▶ Assigned task
Filter the entries for the word "index". Copy each line in which it occurs.

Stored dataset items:
──────────
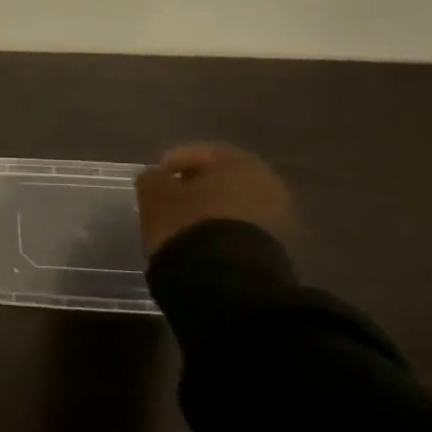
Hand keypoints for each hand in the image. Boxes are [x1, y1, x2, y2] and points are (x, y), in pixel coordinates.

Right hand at [134, 143, 296, 257]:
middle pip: (222, 178)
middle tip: (169, 200)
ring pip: (235, 204)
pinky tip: (203, 241)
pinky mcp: (279, 245)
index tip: (153, 180)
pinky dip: (223, 229)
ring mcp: (278, 215)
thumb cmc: (187, 224)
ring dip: (211, 209)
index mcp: (238, 161)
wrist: (227, 278)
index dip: (171, 163)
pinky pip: (243, 227)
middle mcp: (266, 181)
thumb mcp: (155, 196)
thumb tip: (154, 177)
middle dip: (195, 186)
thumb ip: (151, 179)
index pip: (199, 152)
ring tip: (184, 224)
──────────
▶ Solution
index tip: (153, 180)
index mcp: (238, 161)
index dip: (171, 163)
index pip: (199, 152)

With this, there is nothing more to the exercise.